Mauritius Unveils 2010 Budget

by Lorys Charalambous, Tax-News.com, Cyprus

19 November 2009

Mauritian Finance Minister Rama Sithanen has recently unveiled details of the 2010 budget, centered around three main priorities: shaping recovery to accelerate job creation; consolidating social progress to embed inclusive growth; and sustaining 'Green Mauritius' to mitigate the impact of climate change.

Despite clear signs of a return to growth for Mauritius, with the Central Statistical Office predicting a growth rate of around 2.8% for 2009 and 4.3% for 2010, and although the global economy is showing signs of recovery sooner than previously anticipated, the government has decided nevertheless to maintain additional stimulus measures, announced earlier this year, until December 2010 as planned.

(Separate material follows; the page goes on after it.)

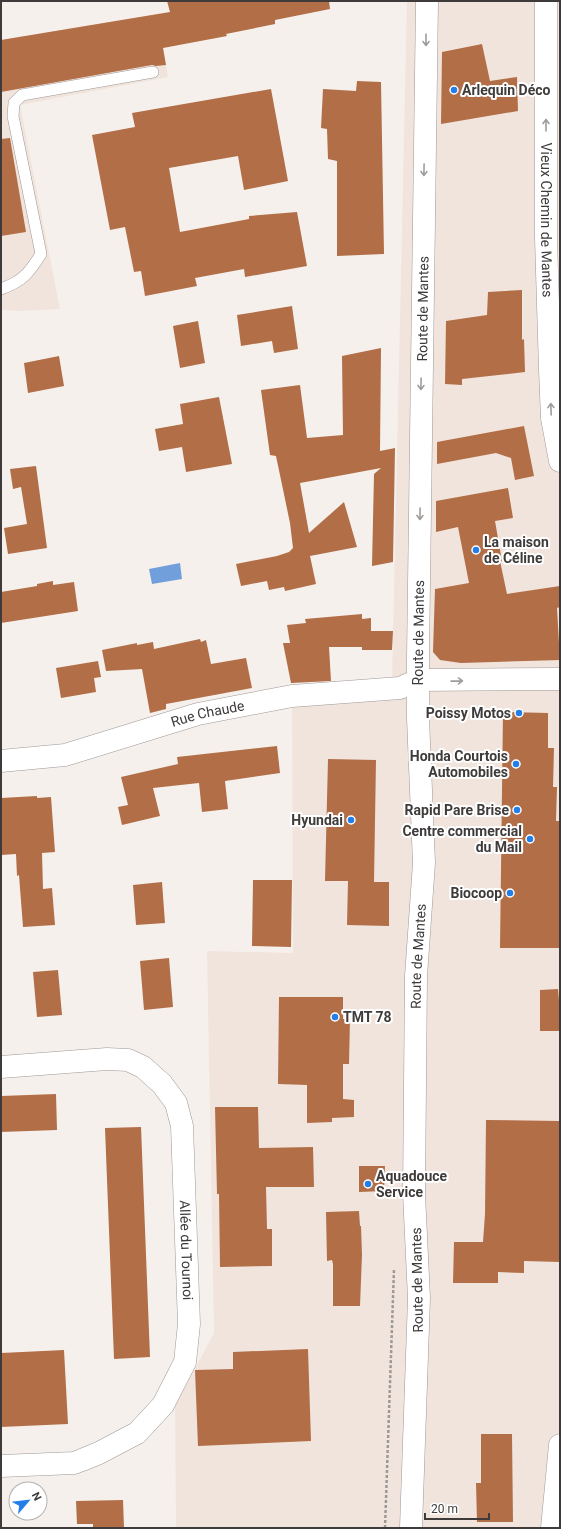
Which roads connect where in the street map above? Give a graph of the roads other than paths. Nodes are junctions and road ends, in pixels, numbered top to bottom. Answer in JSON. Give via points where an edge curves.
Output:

As a result of this decision, the government is pledging to:

  • Continue its direct support to small- and medium-sized enterprises, and to large enterprises facing temporary difficulties due to the crisis, in order to protect jobs and businesses.
  • Maintain its commitment to frontload its public infrastructure plan to boost construction activities and to create jobs.
  • Accelerate private sector investment.
  • Maintain emergency tax suspensions in the tourism, construction, and real estate industries until December 2010, in order to stimulate growth and to protect jobs.
  • Retain, until December 2010, the incentive package for increasing tourism in Rodrigues.
  • Sustain a fiscal and monetary policy designed to support investment, growth and job creation.

Further key tax initiatives contained in the government’s 2010 budget include plans to:

  • Maintain the value-added tax rate at its current level;
  • Abolish the customs duty currently levied on rice milk, oats milk, and almond milk;
  • Allow companies listed on the stock exchange with minority foreign shareholding to acquire immovable property without prior approval;
  • Subject payment of royalties to non-residents to a withholding tax of 15% instead of 10% as final payment;
  • Align the fiscal year to the calendar year. Therefore the latest date for submission of tax returns will be moved to two working days before the end of the year, rather than December 31;
  • Simplify the procedure for registration and for the renewal of charges at the Registrar General’s Department in order to improve the business climate in Mauritius; and
  • Increase the betting tax levied on football matches from 2% to 8%, in line with the betting tax currently levied on horse racing.

By maintaining the budget deficit and public debt on a “responsible and sustainable path,” while at the same time investing in shaping recovery, the Mauritian government is expecting the economy to return to its growth path of 5.5% and higher by 2011.